La anécdota me la relató una médico cubana, especialista en implantes cocleares para curar a niños sordos.
Años atrás, al volver de las vacaciones, la esperaba el moralizante comité del Partido Comunista del hospital donde trabajaba porque era culpable de una conducta impropia del socialismo: ser la mejor cirujana en su especialidad. ¿Existían pruebas? Sí: sus pacientes no quisieron ser tratados por otros médicos durante su ausencia.
Le explicaron que la revolución preconizaba el trabajo en equipo y era refractaria al éxito individual, egoísmo más afín al despreciable capitalismo.
La doctora replicó que solo quería ser buena médico, pero secretamente decidió escaparse de donde castigaban la excelencia en nombre del igualitarismo revolucionario. Ahora ejerce exitosamente en Miami.
Relato esta historia porque hoy, mientras los gobiernos, partidos políticos y numerosos pensadores, colectivistas y no colectivistas, preocupados por reducir la desigualdad, satanizan el lucro y esgrimen como bandera el Índice Gini, para azotar a quienes se enriquecen, los individuos, por la otra punta del análisis, luchan por descollar y acentuar las diferencias sociales.
Tienen razón los individuos. Intentar sobresalir, luchar por ser mejores que los demás, incluso más ricos, forma parte del ser humano y es conveniente. Reprimir ese impulso, condenarlo moralmente e intentar igualar a los individuos es el camino más corto al fracaso general.

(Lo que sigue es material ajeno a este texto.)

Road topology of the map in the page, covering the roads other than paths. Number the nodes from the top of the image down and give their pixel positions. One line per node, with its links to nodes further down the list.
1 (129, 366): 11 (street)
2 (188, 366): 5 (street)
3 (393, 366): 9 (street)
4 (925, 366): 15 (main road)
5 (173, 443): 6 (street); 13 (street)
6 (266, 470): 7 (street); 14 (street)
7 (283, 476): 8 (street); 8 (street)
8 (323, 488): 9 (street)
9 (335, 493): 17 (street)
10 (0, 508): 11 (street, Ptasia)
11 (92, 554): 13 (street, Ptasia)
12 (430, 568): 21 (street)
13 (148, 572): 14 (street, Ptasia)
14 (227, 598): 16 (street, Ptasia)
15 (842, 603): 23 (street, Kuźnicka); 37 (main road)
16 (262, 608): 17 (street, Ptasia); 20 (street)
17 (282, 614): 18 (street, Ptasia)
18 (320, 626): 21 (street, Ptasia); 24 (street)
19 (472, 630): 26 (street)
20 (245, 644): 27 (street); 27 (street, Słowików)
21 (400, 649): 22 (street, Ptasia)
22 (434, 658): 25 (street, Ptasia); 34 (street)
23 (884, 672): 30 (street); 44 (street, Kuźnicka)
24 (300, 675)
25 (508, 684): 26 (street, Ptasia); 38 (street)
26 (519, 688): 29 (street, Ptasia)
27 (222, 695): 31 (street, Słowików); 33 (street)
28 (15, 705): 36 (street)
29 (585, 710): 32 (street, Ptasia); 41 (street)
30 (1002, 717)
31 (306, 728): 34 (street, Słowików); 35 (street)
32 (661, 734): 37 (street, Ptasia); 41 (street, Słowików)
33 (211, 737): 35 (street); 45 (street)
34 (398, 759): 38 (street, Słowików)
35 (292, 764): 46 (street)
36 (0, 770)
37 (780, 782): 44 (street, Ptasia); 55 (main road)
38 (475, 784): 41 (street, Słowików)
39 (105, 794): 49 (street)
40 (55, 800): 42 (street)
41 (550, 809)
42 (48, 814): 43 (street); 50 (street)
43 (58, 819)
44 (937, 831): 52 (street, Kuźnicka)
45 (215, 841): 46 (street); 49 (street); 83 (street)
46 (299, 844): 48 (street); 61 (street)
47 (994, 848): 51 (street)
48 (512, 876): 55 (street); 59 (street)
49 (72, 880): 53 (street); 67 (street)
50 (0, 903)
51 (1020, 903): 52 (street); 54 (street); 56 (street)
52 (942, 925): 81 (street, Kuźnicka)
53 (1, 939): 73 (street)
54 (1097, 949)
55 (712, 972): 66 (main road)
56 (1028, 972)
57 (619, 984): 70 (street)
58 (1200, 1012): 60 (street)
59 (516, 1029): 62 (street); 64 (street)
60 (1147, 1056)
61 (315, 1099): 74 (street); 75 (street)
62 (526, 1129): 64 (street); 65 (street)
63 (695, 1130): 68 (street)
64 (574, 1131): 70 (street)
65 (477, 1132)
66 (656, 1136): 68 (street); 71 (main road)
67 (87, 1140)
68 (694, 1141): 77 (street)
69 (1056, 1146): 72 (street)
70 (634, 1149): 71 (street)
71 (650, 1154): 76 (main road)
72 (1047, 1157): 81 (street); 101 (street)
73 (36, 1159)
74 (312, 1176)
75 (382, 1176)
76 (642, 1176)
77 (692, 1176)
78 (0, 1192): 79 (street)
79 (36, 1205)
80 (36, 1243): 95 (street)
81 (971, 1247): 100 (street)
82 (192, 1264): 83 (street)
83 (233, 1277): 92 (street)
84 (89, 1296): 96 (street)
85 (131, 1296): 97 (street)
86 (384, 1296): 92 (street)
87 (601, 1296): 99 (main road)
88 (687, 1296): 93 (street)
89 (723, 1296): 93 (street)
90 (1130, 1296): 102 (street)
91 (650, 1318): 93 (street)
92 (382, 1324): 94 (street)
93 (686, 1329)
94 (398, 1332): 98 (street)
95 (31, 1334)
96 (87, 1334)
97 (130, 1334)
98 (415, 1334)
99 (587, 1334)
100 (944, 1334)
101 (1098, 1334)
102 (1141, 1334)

En el comportamiento de las personas normales eso es sano, lo que nos impulsa a trabajar y a vivir diariamente. De ese estímulo, rabiosamente individualista, depende la autoestima.
Quienes están satisfechos consigo mismo poseen más posibilidades de ser felices y crear riqueza para ellos y para beneficio del entorno donde viven. Por el contrario, la sensación de mediocridad o relativa inferioridad, suele abatir a quienes la sufren.
Se equivocan los gobiernos, partidos políticos e instituciones religiosas al demonizar y penalizar la desigualdad. ¿Qué hacemos, intuitivamente, con quienes se destacan? Los admiramos. Los declaramos héroes e, incluso, podemos enriquecerlos con nuestras preferencias. Puede ser un guerrero valiente, un artista excepcional, un deportista triunfador, un filántropo, como la Madre Teresa, o un exitoso empresario, como Steve Jobs.
El héroe es alguien extremadamente desigual que realizó una hazaña que lo convirtió en modelo de comportamiento. A nadie debiera molestarle que el héroe alcance más riqueza que la media.
La palabra logro viene de lucro. La riqueza, ganada limpiamente, es una forma de merecido reconocimiento. El lucro no es un pecado, ni el logro debe ser un delito o un comportamiento censurable. Quien se destaca y triunfa merece nuestra admiración, nunca nuestro desprecio.